WANT TO KNOW WHY THE SEVERABILITY CLAUSE IN EARLIER DRAFTS “MYSTERIOUSLY” DISAPPEARED? I have gone round-and-around with both House and Senate Legislative Counsel over this issue. And one or the other will regularly remove severability language from a draft because, while not irrelevant, it is not dispositive. It is a way that the Leg Counsel’s office asserts its authority against congressmen who “dare” to draft their own legislation.
Of course, as the mandate became more controversial at the end of the process, senators did begin to notice that the severability clause had disappeared.

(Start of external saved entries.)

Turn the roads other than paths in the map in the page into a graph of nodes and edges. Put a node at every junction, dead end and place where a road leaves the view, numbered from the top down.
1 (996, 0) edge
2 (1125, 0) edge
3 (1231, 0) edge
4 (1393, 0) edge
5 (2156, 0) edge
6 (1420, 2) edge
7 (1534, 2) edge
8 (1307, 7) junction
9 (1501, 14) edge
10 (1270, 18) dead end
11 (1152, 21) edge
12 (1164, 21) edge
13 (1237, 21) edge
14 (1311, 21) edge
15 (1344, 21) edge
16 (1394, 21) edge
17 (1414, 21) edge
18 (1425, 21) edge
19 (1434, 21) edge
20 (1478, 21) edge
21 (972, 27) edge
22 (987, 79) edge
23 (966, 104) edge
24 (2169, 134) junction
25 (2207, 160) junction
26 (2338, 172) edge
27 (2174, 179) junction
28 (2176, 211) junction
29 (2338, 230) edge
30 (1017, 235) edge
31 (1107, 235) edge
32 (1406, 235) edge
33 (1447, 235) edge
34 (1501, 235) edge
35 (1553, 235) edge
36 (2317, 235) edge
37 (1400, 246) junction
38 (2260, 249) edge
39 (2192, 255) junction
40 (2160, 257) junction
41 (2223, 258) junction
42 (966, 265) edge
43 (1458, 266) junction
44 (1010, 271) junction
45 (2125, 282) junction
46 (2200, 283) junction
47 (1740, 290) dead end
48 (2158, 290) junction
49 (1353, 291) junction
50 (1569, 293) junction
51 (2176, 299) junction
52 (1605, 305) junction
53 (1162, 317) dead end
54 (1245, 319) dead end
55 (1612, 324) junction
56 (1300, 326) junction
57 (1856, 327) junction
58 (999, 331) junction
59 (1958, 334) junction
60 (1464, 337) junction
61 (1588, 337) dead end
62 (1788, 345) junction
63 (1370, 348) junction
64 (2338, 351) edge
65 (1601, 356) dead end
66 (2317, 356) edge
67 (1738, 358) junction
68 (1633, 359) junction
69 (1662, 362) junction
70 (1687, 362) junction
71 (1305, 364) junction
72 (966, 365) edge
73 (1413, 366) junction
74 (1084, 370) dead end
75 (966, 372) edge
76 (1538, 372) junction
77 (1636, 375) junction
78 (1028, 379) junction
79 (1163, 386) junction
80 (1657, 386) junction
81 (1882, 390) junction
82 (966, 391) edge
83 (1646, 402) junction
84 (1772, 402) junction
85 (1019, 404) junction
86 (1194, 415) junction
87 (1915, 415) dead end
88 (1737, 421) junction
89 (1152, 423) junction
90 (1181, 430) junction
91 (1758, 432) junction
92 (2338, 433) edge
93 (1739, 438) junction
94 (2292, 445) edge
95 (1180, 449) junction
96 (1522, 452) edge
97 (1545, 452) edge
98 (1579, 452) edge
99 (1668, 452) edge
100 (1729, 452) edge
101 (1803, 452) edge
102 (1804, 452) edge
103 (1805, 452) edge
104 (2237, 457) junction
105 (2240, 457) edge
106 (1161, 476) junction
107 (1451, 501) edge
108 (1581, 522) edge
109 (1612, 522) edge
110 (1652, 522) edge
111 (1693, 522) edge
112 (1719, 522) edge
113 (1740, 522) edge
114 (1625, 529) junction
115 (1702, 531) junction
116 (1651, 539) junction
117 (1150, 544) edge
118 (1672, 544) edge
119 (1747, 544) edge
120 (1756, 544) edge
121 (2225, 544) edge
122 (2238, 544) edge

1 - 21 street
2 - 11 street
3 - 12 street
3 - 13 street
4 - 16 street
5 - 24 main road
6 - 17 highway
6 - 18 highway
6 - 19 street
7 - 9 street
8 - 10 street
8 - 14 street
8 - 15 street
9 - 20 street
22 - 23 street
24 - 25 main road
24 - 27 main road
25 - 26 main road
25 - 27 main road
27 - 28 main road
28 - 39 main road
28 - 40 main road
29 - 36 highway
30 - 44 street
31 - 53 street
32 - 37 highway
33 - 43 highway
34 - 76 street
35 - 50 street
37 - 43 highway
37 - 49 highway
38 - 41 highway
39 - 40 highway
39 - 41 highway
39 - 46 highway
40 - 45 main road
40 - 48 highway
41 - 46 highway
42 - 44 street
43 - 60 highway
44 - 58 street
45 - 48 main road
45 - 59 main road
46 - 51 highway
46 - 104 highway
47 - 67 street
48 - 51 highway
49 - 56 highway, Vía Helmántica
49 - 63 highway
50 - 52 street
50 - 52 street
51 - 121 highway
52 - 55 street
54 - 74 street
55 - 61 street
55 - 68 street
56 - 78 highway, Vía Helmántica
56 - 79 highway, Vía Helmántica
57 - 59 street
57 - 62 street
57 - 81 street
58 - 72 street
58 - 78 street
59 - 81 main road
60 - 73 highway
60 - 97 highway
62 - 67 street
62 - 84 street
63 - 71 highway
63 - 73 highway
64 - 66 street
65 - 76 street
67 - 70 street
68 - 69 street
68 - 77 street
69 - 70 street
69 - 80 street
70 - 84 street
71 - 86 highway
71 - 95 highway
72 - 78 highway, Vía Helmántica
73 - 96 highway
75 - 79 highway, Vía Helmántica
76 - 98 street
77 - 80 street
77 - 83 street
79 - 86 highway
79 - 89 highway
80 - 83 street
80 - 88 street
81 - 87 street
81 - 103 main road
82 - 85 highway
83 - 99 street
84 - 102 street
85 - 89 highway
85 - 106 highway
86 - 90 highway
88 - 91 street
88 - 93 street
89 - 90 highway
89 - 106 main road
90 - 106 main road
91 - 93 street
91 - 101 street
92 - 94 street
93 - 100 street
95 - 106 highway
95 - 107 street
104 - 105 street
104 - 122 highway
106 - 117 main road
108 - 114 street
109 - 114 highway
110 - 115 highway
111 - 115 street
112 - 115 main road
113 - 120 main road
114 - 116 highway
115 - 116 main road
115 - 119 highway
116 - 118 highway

Had Jim DeMint not objected to waiving the nine-day process necessary to send a bill to conference, the severability clause could have been easily reinserted in conference. But he did; and it wasn’t.
Finally, there was the opportunity to reopen the bill to further amendments, including an amendment on the severability clause, to assuage Democratic moderates like Ben Nelson, after the manager’s amendment had been presented. But, again, this would have required chopping apart the “tree” constructed to block DeMint, and that would have kept the Senate in session until well past Christmas. So that wasn’t done either.
But the point for the court to consider is that senators knew they had an opportunity to reinsert the severability clause, but with considerable pain, and chose not to.
by Michael E. Hammond, former General Counsel Senate Steering Committee 1978-89 and a Dunbarton, New Hampshire resident.